To serve these functions, microtubules must be organized into a wide variety
of configurations, ranging from the bipolar conformation of the mitotic
spindle to the dense paraxial arrays that occupy elongated cellular processes.
Thus an important question in cell biology is how different cell types organize
their microtubules into these various configurations. Traditionally, cell
biologists have focused on attachment to structures such as the centrosome
as the means by which microtubules are organized within the cytoplasm. The
centrosome nucleates a radial array of microtubules with their plus-ends
outward and their minus-ends inward. This simple mechanism can explain the
interphase microtubule arrays of many cell types, but it cannot explain
how microtubules are organized into more sophisticated patterns such as
those of the mitotic spindle or elongated cellular processes. Most efforts
to understand how these more complex patterns are established, while not
explicitly stated, have worked under the assumption that each cell type
invokes fundamentally different themes in order to establish its specialized
microtubule pattern. While this could be true, it seems more reasonable
that cells would work from a single blueprint, modifying it in order to
meet the specialized need of different cell types. If this theory is correct,
it is logical that the blueprint for organizing microtubules across cell
types would be the mitotic spindle, the most fundamental of all microtubule
arrays.
Neurons are terminally postmitotic cells that no longer organize their microtubules into mitotic spindles. Instead, the microtubules of the neuron are utilized for the formation of elongated processes termed axons and dendrites. These two types of processes contain dense arrays of paraxially-oriented microtubules, none of which are attached to the centrosome or any comparable structure. Despite this, the microtubules within these processes are highly organized with respect to their intrinsic polarity. In the axon, the microtubules are uniformly oriented with their plus-ends distal to the cell body of the neuron. In the dendrite, the microtubules are nonuniformly oriented with roughly similar numbers of microtubules of each orientation. These distinct microtubule patterns are essential for defining the cytoplasmic composition of each type of process, as well as for regulating morphological characteristics such as their relative lengths. In terms of structure and function, the microtubule arrays of the neuron would at first glance appear to be as different from the mitotic spindle as one could image. But appearances can be deceiving. Is it possible that the microtubule arrays of the postmitotic neuron are established using revisions of the same blueprint used to organize the mitotic spindle?

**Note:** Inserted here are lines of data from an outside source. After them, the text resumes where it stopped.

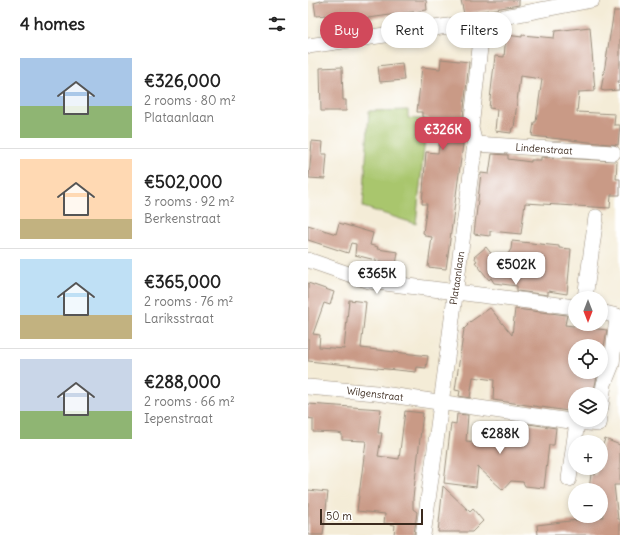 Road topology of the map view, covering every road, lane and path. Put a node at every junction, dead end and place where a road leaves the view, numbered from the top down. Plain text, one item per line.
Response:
1 (592, 0) edge
2 (512, 15) edge
3 (446, 26) edge
4 (308, 46) edge
5 (480, 48) edge
6 (475, 144) junction
7 (613, 153) dead end
8 (596, 217) dead end
9 (308, 260) edge
10 (586, 291) edge
11 (454, 292) junction
12 (568, 306) edge
13 (608, 314) edge
14 (619, 317) edge
15 (308, 387) edge
16 (604, 387) edge
17 (442, 402) junction
18 (568, 421) edge
19 (576, 427) edge
20 (569, 479) dead end
21 (423, 535) edge

1 - 2 street
3 - 4 street
5 - 6 street, Plataanlaan
6 - 7 street, Lindenstraat
6 - 11 street, Plataanlaan
8 - 10 street
9 - 11 street
11 - 12 street
11 - 17 street, Plataanlaan
13 - 14 street
14 - 16 street
15 - 17 street, Wilgenstraat
17 - 18 street, Wilgenstraat
17 - 21 street, Plataanlaan
19 - 20 street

This issue could not have been addressed with any authority had it been raised a decade ago, when substantially less information was available on the means by which mitotic cells and postmitotic neurons organize their microtubules. However, the past several years have seen a revolution with regard to the mechanisms by which the mitotic spindle is organized, and recent work from our laboratory speaks to whether similar themes operate within the neuron. The major advancement in understanding the mitotic spindle came when it was realized that microtubules are not organized into a bipolar configuration simply as a result of their assembly and disassembly. It is now clear that, in addition to these dynamic events, force generation by ATP-driven molecular motor proteins is essential for the formation and functioning of the mitotic spindle. These forces move microtubules, after and during their assembly, into specific locations within the cell and into specific orientations. These forces are essential for separating the duplicated centrosomes in prophase, for the formation of the bipolar spindle in metaphase, and for the separation of the half-spindles in anaphase. Do analogous motor-driven forces exist in the postmitotic neuron, and are these forces utilized for establishing the axonal and dendritic microtubule arrays?
Recent studies from our laboratory strongly suggest that the forces generated by motor proteins are the key to understanding microtubule organization within the neuron, and that the specific motor proteins that generate these forces are the same motors that function during mitosis to organize microtubules into the bipolar spindle. Given the importance of the neuronal microtubule arrays, these motor-driven forces undoubtedly have broad implications. How does the neuron generate a single axon and multiple dendrites? How is one of the processes selected for axonal differentiation and the others for dendritic differentiation? What accounts for the unique morphological specializations of axons and dendrites? Why do axons grow indefinitely or until they reach an appropriate target tissue, whereas dendrites obtain a certain length and then stop growing? How are the distinct complements of cytoplasmic organelles and membrane constituents targeted for axons or dendrites? What accounts for the balance between plasticity and stability that permits the neuron to change in response to its environment? We suspect that the answers to these and other important questions are intimately related to the microtubule systems of the neuron. Thus we feel that elucidating how the neuronal microtubule arrays are established will provide broad insights into the most fundamental issues of cellular neuroscience.